Kuch (كوچ, also Romanized as Kūch; also known as Kooch Nahar Khan and Kūch-e Now Ferest) is a village in Baqeran Rural District, in the Central District of Birjand County, South Khorasan Province, Iran. At the 2006 census, its population was 104, in 44 families. The village of Kuch holds significant importance due to its ancient rock engravings known as the Lakh Mazar engravings, which are considered valuable historical documents in South Khorasan Province.

This historical collection consists of 307 engravings carved on an ophiolite rock, depicting human figures, animals, plants, symbols, and inscriptions in Pahlavi from the Parthian and Sasanian periods, as well as Arabic and Persian inscriptions from the Islamic era.

Among the oldest evidence of human presence in South Khorasan, the Lakh Mazar rock engravings are regarded by cultural heritage experts as some of the most credible historical records related to the region. These engravings, which are found on a rock surface that is dark green to black and measures 5 by 5 meters, span a long period from prehistory to the late Islamic era.

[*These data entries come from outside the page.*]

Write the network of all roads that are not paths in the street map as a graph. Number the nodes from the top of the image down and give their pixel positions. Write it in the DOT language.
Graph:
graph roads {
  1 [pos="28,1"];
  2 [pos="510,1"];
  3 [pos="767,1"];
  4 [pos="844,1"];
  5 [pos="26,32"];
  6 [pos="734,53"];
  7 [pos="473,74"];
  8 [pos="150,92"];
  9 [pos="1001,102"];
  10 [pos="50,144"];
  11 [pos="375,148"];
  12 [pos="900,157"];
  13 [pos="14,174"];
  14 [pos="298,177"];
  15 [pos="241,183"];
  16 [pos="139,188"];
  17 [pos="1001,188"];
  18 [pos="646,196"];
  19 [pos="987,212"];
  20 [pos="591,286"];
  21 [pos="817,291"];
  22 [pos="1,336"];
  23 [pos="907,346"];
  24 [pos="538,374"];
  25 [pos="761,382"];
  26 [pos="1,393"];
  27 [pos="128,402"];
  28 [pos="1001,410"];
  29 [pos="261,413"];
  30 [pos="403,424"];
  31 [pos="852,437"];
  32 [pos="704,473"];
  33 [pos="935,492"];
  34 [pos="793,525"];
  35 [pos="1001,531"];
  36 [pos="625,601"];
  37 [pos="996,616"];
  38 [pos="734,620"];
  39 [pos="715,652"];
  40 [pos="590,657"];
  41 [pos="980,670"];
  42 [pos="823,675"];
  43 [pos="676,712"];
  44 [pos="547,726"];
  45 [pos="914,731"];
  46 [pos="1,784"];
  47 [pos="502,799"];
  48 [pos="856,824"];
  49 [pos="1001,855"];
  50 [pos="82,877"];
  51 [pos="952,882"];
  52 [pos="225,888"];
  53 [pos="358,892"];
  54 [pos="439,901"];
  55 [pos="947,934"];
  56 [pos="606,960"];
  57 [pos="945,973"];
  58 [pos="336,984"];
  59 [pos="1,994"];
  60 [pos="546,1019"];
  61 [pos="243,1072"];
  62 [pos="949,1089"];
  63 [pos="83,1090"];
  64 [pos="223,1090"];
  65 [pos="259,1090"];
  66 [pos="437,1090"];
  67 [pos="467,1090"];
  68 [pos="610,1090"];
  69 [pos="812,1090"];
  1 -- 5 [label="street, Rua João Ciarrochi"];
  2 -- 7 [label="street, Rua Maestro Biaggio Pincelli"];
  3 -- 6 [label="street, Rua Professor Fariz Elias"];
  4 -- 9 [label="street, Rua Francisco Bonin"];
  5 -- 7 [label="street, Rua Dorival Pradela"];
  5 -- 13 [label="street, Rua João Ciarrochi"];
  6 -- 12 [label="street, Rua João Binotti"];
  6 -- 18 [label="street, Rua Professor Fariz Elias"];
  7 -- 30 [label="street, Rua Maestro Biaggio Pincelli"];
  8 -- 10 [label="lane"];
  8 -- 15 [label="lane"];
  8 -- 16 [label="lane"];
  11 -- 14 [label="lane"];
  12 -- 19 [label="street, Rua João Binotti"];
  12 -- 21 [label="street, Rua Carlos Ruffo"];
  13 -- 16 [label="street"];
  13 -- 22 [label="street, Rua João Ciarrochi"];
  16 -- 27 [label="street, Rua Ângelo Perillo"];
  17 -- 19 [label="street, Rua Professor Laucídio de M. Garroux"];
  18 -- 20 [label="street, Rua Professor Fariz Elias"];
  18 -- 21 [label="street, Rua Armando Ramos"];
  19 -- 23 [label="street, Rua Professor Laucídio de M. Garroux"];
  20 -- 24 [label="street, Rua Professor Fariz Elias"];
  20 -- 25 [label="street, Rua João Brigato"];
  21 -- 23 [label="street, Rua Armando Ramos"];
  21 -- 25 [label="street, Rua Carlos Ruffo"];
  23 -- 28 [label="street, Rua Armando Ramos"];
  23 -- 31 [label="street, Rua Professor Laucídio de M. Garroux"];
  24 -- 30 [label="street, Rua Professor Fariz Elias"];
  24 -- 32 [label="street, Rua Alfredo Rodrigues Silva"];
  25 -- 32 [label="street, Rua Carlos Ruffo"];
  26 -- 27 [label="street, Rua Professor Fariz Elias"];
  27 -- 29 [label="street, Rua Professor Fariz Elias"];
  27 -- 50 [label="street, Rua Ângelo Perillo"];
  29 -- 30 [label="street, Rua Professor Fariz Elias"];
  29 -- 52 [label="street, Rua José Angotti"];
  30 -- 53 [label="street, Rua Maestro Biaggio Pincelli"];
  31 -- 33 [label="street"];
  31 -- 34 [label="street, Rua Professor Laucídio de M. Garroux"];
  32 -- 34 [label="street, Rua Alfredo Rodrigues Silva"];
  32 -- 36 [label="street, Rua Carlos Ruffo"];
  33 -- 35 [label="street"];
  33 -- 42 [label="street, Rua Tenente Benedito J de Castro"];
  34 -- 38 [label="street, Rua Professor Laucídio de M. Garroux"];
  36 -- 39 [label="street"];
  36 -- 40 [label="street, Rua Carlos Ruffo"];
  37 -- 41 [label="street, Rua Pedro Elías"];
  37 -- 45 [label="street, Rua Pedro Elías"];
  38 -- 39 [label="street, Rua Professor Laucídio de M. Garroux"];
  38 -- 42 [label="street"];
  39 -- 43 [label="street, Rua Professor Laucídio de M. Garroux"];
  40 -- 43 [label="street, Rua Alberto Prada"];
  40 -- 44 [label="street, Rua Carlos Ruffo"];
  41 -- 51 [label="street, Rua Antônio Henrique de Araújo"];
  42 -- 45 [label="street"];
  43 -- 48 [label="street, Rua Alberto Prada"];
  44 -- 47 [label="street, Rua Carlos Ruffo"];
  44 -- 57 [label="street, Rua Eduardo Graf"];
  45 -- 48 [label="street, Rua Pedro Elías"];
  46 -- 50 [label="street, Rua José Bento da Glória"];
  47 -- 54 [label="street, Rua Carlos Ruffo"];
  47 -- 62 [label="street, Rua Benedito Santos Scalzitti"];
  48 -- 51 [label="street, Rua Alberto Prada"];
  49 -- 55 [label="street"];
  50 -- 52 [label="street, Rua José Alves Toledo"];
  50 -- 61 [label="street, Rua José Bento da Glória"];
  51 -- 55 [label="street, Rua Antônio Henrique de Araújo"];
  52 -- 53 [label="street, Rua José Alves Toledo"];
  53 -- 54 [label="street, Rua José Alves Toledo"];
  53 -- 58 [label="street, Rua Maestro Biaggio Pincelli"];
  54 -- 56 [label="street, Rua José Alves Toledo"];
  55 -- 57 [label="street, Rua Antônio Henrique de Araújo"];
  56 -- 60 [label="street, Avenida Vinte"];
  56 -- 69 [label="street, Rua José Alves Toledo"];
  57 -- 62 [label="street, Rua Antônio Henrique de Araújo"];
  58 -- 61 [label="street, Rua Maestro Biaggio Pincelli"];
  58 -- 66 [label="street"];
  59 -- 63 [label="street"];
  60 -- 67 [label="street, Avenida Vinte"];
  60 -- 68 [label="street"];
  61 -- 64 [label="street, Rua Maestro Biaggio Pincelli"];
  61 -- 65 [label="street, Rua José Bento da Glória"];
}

The collection at Lakh Mazar includes 307 engravings featuring human, animal, and plant motifs, as well as Pahlavi, Parthian, Sasanian, Arabic, and Persian inscriptions. These rock engravings are among the oldest discovered artifacts in South Khorasan (Quhistan). Although the engravings at Lakh Mazar have not yet been fully translated and interpreted, the inscriptions that have been deciphered emphasize the significance of this site across various historical periods, particularly during the Sasanian era.